The study was retrospectively registered on the Chinese Clinical Trial Registry (ChiCTR) under the identifier ChiCTR240000123.
调查男性心胸外科手术后在重症监护病房(ICU)住院期间焦虑和睡眠障碍的患病率及影响,并评估将失眠认知行为疗法(CBT-I)原则与环境优化相结合的结构化心理干预的有效性和可行性。
本研究设计为一项多中心、前瞻性、随机对照试验(RCT),于2025年1月至4月在三家三级医院进行。共纳入120例接受心脏或肺癌根治性手术并随后入住ICU的成年男性患者。术后48小时内进行基线评估。使用计算机生成的随机序列并采用隐蔽分配的方式,将参与者按1:1的比例随机分配到干预组(n = 60)或标准护理组(n = 60)。标准护理组接受常规围手术期管理,干预组除常规管理外,还接受结构化心理干预,该干预纳入失眠认知行为疗法(CBT-I)的组成部分,包括睡眠教育、放松训练和行为策略,以及每日心理支持和环境优化措施,如降噪、灯光调节和使用助眠设备。主要结局包括广泛性焦虑障碍量表(GAD-7)、匹兹堡睡眠质量指数(PSQI)、疼痛数字评分量表(NRS)、ICU住院时间、术后并发症发生率以及术后30天用SF-36测量的生活质量。采用多因素逻辑回归评估焦虑和睡眠障碍对术后结局的预测价值。

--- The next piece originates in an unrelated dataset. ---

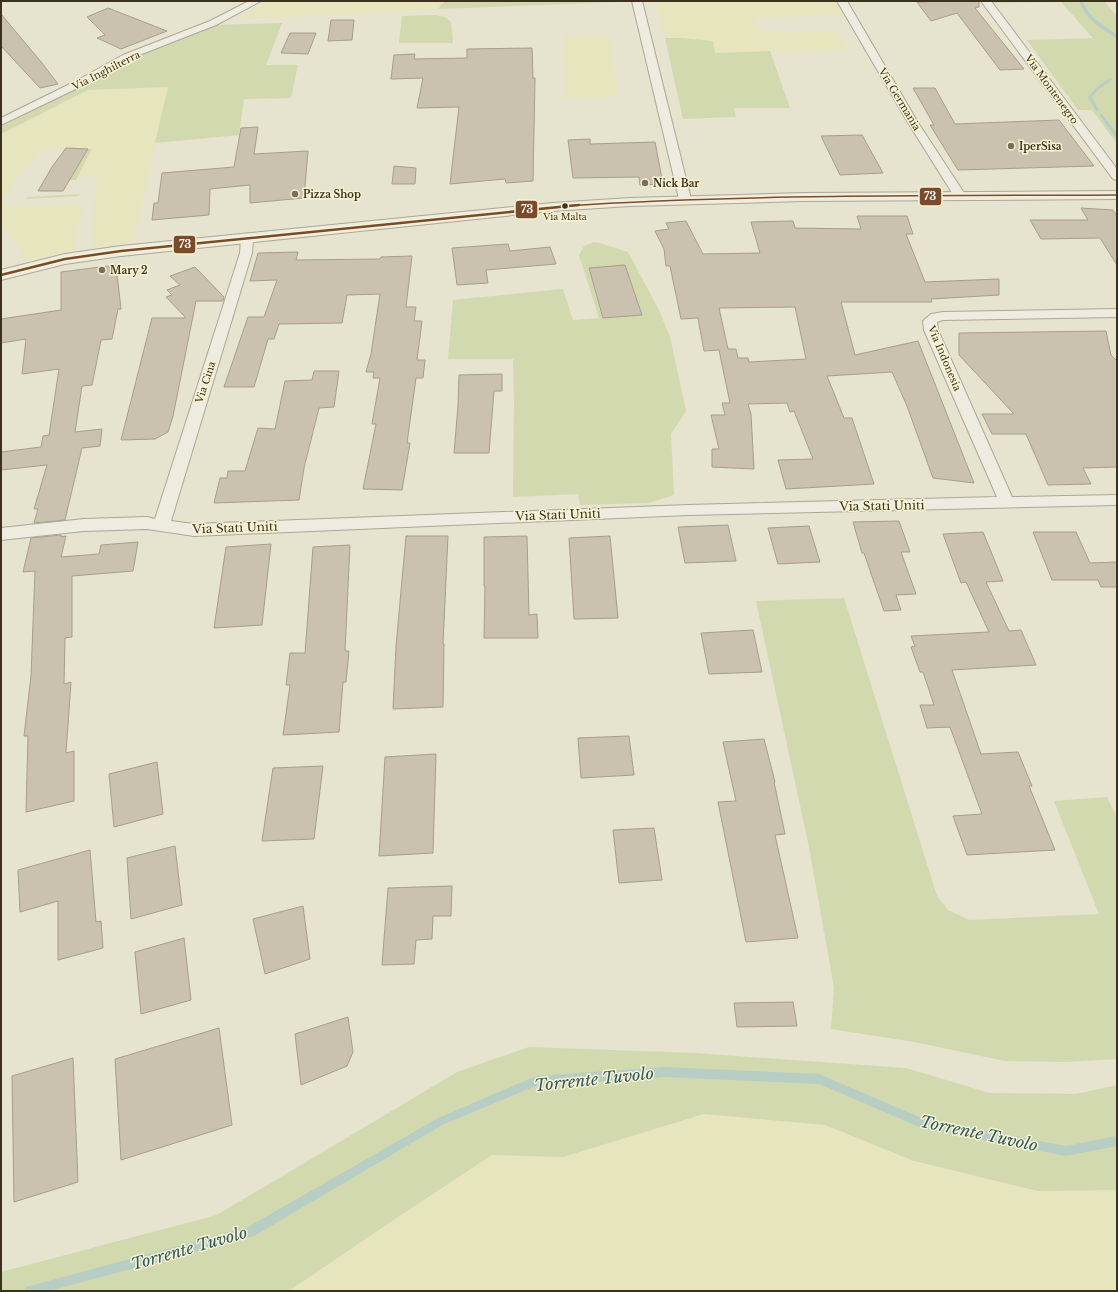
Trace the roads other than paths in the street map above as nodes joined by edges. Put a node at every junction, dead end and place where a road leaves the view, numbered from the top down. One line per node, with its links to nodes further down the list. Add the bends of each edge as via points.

术后第3天,干预组的GAD-7评分(6.3±1.6 vs. 8.4±2.3,p = 0.016)和PSQI评分(7.5±1.6 vs. 10.2±2.3,p < 0.01)显著低于标准护理组。疼痛评分也显著降低(2.7±1.2 vs. 3.6±1.3,p = 0.018)。干预组的ICU住院时间较短(2.5±0.6天 vs. 3.7±1.2天,p < 0.01),术后并发症发生率较低(17% vs. 36%,p = 0.033),术后30天的SF-36评分显著更好(p < 0.05)。多因素逻辑回归确定焦虑和睡眠障碍均为术后并发症的独立预测因素(GAD-7:OR = 1.25,95%CI:1.03 - 1.42;PSQI:OR = 1.33,95%CI:1.14 - 1.51)。
在接受心胸外科手术的男性患者术后ICU阶段,焦虑和睡眠障碍很常见,且与疼痛、并发症及恢复结局显著相关。在ICU早期实施基于CBT-I的心理干预可有效改善心理状态,缩短ICU住院时间并减少术后并发症。该干预安全且具有较高的临床实用性,值得考虑纳入标准化术后护理路径,尤其是在高危男性人群中。
本研究在中国临床试验注册中心(ChiCTR)进行回顾性注册,注册号为ChiCTR240000123。